Reproduce, with no edits, the line that contains "Extract the road graph of the" and all the lines that follow it, ending with the last line of the records.

Source data —
————————
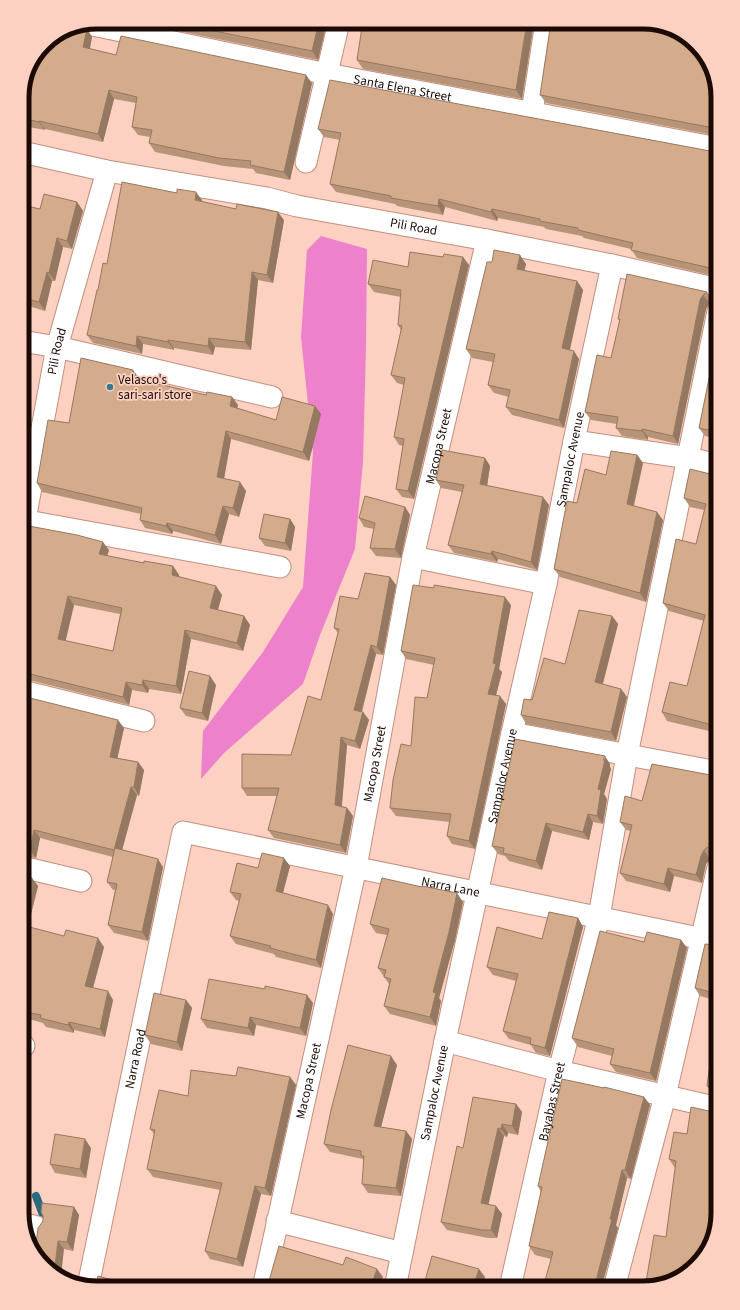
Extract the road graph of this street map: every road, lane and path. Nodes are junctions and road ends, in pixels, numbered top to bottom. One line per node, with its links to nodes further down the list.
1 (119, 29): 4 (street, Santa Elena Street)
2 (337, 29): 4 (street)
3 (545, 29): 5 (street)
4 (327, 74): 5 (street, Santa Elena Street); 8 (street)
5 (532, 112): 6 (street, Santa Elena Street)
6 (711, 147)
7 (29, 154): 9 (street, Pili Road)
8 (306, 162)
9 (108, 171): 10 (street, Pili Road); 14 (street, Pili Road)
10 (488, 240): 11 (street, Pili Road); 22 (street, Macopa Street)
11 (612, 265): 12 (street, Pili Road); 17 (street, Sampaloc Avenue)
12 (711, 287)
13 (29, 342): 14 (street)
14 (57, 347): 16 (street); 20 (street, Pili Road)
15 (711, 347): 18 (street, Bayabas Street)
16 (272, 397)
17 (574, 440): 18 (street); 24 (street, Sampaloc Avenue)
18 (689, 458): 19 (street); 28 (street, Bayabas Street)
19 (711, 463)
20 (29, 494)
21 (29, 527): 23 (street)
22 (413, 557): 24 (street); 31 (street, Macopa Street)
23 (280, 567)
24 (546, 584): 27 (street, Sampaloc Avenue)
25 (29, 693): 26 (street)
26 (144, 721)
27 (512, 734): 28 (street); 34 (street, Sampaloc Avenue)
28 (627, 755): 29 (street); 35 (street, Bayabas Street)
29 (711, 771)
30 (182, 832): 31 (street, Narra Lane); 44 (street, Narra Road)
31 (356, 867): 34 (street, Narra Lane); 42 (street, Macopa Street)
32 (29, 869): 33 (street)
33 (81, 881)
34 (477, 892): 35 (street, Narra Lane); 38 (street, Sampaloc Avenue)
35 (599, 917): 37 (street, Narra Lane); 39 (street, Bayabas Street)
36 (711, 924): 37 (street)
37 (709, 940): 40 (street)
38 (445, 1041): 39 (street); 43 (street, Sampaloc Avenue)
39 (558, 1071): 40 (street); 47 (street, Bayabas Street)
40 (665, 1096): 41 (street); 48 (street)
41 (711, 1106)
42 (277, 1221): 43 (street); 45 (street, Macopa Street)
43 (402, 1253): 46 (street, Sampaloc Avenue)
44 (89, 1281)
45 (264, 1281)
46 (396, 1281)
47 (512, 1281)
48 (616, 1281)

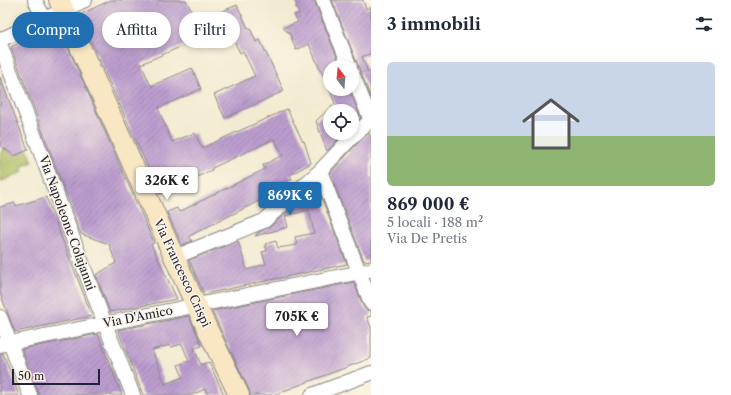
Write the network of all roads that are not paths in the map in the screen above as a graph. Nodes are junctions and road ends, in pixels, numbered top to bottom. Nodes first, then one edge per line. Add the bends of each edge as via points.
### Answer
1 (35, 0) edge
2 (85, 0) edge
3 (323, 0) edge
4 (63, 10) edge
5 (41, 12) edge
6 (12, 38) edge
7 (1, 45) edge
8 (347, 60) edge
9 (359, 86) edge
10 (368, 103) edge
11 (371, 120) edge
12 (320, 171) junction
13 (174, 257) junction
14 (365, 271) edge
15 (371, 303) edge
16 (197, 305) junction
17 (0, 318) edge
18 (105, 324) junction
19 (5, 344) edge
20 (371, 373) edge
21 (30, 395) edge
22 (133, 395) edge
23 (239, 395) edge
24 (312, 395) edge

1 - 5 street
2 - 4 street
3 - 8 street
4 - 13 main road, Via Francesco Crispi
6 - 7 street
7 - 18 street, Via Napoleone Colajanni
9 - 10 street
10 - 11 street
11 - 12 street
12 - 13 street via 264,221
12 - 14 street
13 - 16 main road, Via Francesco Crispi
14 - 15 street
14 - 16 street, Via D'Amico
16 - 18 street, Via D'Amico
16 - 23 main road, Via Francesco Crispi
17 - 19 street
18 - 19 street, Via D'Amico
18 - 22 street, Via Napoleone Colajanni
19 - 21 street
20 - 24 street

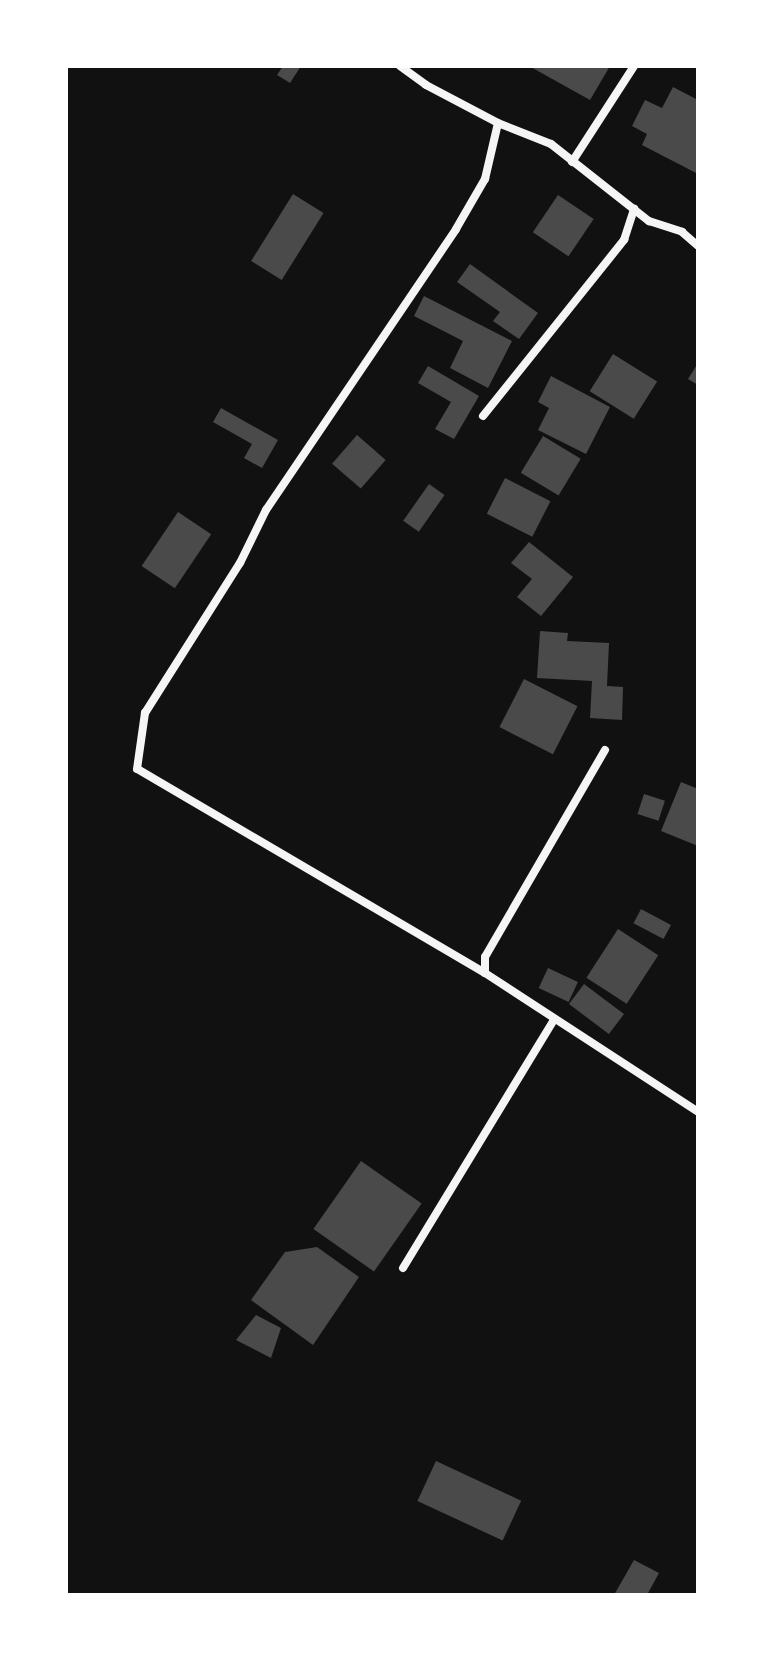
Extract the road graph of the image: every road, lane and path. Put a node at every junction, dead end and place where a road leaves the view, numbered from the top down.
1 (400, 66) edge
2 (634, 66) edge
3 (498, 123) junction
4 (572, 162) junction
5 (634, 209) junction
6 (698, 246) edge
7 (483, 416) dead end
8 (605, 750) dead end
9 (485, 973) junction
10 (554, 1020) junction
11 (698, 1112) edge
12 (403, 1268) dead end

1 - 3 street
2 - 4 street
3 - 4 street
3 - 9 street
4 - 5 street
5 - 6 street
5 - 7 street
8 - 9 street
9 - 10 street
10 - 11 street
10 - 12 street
————————
Response to this task —
Extract the road graph of the image: every road, lane and path. Put a node at every junction, dead end and place where a road leaves the view, numbered from the top down.
1 (400, 66) edge
2 (634, 66) edge
3 (498, 123) junction
4 (572, 162) junction
5 (634, 209) junction
6 (698, 246) edge
7 (483, 416) dead end
8 (605, 750) dead end
9 (485, 973) junction
10 (554, 1020) junction
11 (698, 1112) edge
12 (403, 1268) dead end

1 - 3 street
2 - 4 street
3 - 4 street
3 - 9 street
4 - 5 street
5 - 6 street
5 - 7 street
8 - 9 street
9 - 10 street
10 - 11 street
10 - 12 street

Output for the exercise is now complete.